> [Work instruction]:
Note how many lines in the entries below contain the string "roads", and answer with that number and no other text.
Start of Entries provided
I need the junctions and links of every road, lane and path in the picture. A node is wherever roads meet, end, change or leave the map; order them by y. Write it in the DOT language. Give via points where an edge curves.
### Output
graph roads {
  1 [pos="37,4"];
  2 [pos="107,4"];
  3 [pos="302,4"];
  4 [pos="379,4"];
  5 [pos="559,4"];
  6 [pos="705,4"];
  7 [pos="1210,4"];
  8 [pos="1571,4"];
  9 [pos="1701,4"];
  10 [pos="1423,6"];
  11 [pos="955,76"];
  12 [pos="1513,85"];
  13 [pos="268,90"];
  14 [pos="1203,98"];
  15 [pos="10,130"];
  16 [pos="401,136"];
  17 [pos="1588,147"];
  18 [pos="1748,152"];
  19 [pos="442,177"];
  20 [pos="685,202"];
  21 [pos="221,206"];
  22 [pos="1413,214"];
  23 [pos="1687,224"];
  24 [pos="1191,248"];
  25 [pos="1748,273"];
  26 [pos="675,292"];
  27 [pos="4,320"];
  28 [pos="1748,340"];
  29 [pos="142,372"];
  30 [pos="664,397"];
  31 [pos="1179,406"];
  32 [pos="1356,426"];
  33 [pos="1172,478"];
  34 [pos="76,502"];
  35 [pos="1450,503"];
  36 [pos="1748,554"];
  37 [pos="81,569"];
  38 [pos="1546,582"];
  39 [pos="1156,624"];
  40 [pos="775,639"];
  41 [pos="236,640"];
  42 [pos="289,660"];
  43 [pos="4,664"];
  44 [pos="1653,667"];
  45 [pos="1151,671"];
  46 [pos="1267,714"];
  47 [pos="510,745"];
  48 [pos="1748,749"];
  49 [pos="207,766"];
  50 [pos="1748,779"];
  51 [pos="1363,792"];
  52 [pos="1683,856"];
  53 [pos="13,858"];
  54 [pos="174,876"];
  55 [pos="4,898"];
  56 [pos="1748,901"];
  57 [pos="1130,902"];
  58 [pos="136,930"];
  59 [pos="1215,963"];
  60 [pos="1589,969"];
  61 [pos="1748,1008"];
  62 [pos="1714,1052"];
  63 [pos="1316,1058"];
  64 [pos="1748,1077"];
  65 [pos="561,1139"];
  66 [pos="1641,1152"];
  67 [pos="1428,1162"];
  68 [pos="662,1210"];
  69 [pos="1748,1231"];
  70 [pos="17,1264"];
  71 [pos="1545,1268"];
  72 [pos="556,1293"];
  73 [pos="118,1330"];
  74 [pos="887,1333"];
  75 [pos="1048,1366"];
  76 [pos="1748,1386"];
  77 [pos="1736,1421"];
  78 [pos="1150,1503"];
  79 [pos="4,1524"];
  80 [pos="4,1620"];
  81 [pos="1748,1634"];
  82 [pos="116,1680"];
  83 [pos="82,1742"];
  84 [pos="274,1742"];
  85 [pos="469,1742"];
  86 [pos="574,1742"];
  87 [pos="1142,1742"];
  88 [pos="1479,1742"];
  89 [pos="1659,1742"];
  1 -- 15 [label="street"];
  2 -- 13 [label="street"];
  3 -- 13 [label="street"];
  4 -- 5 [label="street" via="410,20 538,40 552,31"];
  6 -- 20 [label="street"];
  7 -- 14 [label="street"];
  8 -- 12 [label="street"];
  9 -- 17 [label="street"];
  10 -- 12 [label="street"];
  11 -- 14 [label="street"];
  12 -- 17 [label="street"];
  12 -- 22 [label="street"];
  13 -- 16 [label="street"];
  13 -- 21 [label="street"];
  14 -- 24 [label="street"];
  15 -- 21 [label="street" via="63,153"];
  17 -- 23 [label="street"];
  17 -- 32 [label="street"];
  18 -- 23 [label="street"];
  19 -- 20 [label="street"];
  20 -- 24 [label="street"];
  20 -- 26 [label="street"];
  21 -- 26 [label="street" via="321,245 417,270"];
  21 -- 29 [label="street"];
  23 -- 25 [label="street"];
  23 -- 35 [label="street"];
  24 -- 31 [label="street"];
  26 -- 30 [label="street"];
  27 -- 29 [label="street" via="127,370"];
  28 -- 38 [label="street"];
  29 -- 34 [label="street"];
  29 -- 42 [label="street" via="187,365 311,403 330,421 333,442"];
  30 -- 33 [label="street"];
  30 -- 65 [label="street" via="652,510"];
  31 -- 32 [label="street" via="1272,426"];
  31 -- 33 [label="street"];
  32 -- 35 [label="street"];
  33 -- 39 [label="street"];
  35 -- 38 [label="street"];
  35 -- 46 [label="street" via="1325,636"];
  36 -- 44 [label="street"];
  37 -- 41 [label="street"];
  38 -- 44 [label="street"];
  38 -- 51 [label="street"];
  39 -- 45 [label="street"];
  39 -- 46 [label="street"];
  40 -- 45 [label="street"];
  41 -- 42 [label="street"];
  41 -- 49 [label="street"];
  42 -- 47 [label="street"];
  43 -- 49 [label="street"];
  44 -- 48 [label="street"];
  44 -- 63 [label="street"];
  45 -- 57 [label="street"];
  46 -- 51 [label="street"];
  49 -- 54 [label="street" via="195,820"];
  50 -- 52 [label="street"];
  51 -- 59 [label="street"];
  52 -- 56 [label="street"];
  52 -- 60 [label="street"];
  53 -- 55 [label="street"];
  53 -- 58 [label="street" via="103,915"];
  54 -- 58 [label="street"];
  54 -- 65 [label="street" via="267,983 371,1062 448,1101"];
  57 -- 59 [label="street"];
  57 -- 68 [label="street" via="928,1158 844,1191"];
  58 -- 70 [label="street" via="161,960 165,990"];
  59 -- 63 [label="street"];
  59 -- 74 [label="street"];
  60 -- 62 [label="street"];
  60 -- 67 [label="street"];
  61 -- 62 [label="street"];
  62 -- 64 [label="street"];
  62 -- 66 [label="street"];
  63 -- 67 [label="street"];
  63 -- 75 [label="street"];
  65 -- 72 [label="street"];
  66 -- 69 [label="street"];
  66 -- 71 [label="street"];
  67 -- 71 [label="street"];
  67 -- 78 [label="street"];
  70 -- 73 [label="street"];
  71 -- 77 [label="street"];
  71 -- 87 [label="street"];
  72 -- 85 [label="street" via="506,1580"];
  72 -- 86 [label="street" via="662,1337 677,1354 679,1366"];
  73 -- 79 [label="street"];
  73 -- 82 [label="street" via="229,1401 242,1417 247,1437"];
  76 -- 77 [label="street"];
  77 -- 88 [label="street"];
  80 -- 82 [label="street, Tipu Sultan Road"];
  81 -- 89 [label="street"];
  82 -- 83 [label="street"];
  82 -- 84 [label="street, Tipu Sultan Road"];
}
End of Entries provided
> [Task output]:
2